For this study, we used a traditional desktop with a 30 inch (76.2) cm—diagonal monitor and an Oculus DK2 HMD. The rendering for the desktop was configured to match that of the Oculus with a resolution of \(1920 \times 1080\) pixels (across the two eyes) with a rendering field of view (FOV) of \(100^{\circ }\). In order to give the desktop display the same field of view as the HMD, the participants were positioned with their heads 10 inches (25.4 cm) away from the monitor. The software used to render the 3D environments on both the desktop and HMD was identical and was designed in-house using C++ and OpenGL-accelerated rendering.
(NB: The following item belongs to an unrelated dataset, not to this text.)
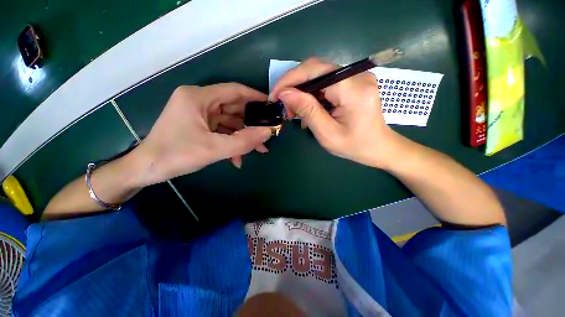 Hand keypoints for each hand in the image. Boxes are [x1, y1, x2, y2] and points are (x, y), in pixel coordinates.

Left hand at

The rendering was designed to replicate a realistic looking environment as closely as possible, incorporating realistic lighting, shadows, and textures. The models (the medieval town and palace) were purchased through the 3D modeling distribution Web site TurboSquid (3DMarko 2011, 2014).

3.3 Design

The participants were shown two scenes, on two display conditions (head-tracked HMD and a mouse-based interaction desktop), and two sets of faces (within-subject design), all treated as independent variables, with the measured accuracy of recall as the dependent variable. The two scenes (virtual memory palaces) consist of pre-constructed palace and medieval town environments filled with faces. We decided to use faces given the previous work (Harris 1980; McCabe 2015) showing the effectiveness of memory palaces aiding users in recalling face-name pairs. We used faces as the objects to be memorized and carefully partitioned them into two sets of roughly equal familiarity. We quantified the familiarity of the faces using Google trends data over the four months preceding the study. The faces are shown in “Appendix” (at the very end of the paper) in Figs. 11 and 12, and the Google trends statistics are presented in Tables 1 and 2. There was no statistically significant difference between the two sets of Google trends data: \(p = 0.45 > 0.05\).
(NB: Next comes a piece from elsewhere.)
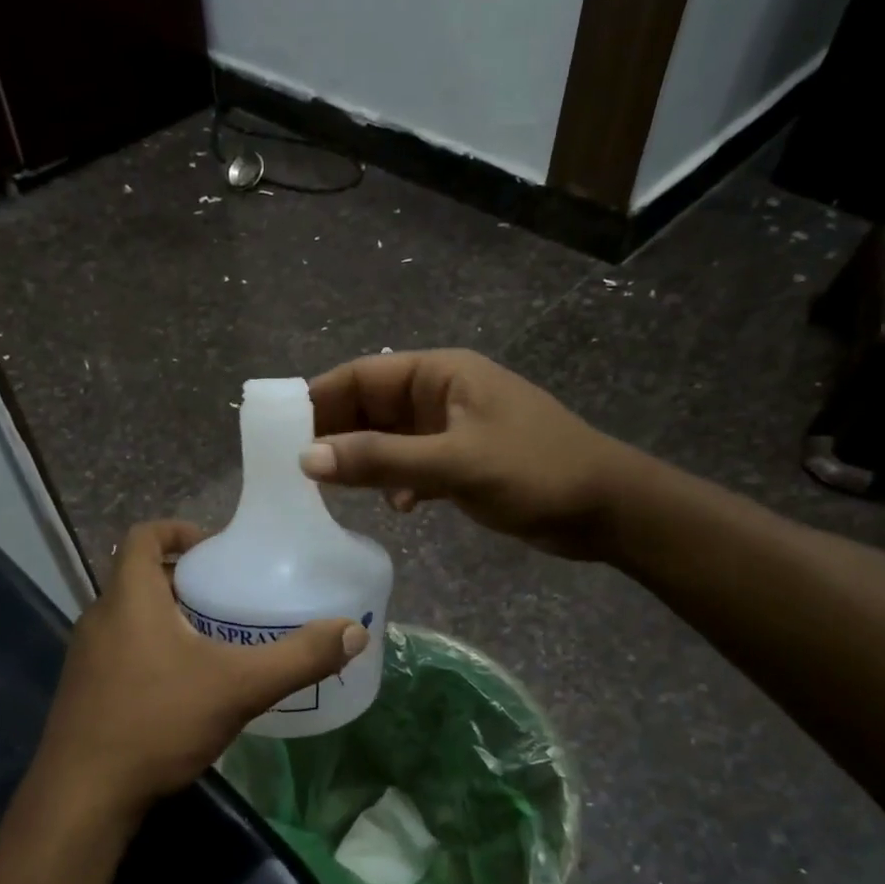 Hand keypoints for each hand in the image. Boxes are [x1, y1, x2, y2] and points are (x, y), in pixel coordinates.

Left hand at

The faces in the palace and medieval town were hand positioned for each environment, before the start of the study, and remained consistent throughout the study. We distributed the faces at varying distances from the users’ location (see Fig. 2) so that they surrounded and faced the user. Since we used perspective projection, the sizes of the faces varied. However, the distribution of the angular resolution of the faces across the two sets/environments was not statistically different, with \(p = 0.44 > 0.05\) (see Table 3 in “Appendix”).

Users were allowed to freely rotate their view but not translate. This effectively simulated a stereoscopic spherical panoramic image with the participant at its center. Our motivation behind this study design decision was that if even this limited level of immersion could show an improvement in recall, it could lead to a better-informed exploration of how greater levels of immersion relate to varying levels of recall.

3.4 Procedure

First, each participant familiarized themselves with all the 42 faces and their names used in the study. The participants received a randomly permuted collection of printouts, each containing a face-name pair used in the study. Participants were given as much time as needed until they stated when they were comfortable with the faces. In general, participants did not spend more than 5 min on this familiarization.
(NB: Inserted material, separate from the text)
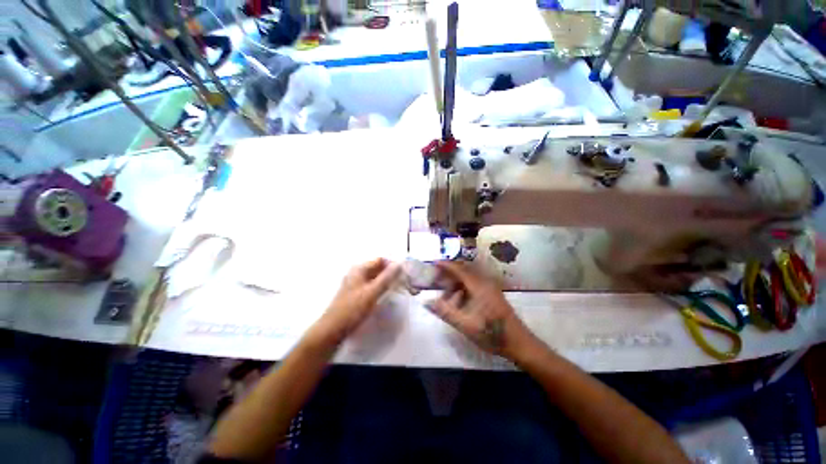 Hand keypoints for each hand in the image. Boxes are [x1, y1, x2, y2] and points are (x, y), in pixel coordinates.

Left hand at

Next, each participant was told about the training and testing procedure, including how many faces were going to be in each scene (21), how much time they had to view the faces (5 min), how the breaks would work, that the faces would be replaced with numbers in the recall phase, and that they were to give a name and confidence for their recalled faces for each numbered position. In almost every case, we recorded the answer as the name explicitly recalled by the participant. However, in rare, exceptional circumstances, when the participants gave an extremely detailed and unambiguous description of the face (“fat, wore a wig, was King of France, and is not Napoleon” for King Louis), we marked it correct. Next, each participant was placed either in front of a desktop monitor with a mouse or inside a head-tracked stereoscopic HMD. They were given as much time as they desired to get comfortable, looking around the scene without numbers or faces. The users rotated the scene on a desktop monitor with a mouse, and in the HMD setup they rotated their head and body, but no further navigation was possible.

Fig. 2
figure 2

Locations of faces and numbers in the virtual memory palaces used in our user study a an ornate palace and b a medieval town. Note that this is not the view the participants had during the experiment, and these pictures are used to convey the distribution of the face locations. The participants would have been placed in the middle of these scenes surrounded by the faces as shown in Fig. 3

Once each participant was comfortable with the setup and the controls, a set of 21 faces were added to the 3D scene and distributed around the entire space as shown in Fig. 2. We used two such scenes—a palace and a medieval town, shown in Fig. 3. The faces were divided into two consistent sets used for the whole study; if a face appeared in one set (or scene) for a given participant, it would not be shown again in the second set or scene.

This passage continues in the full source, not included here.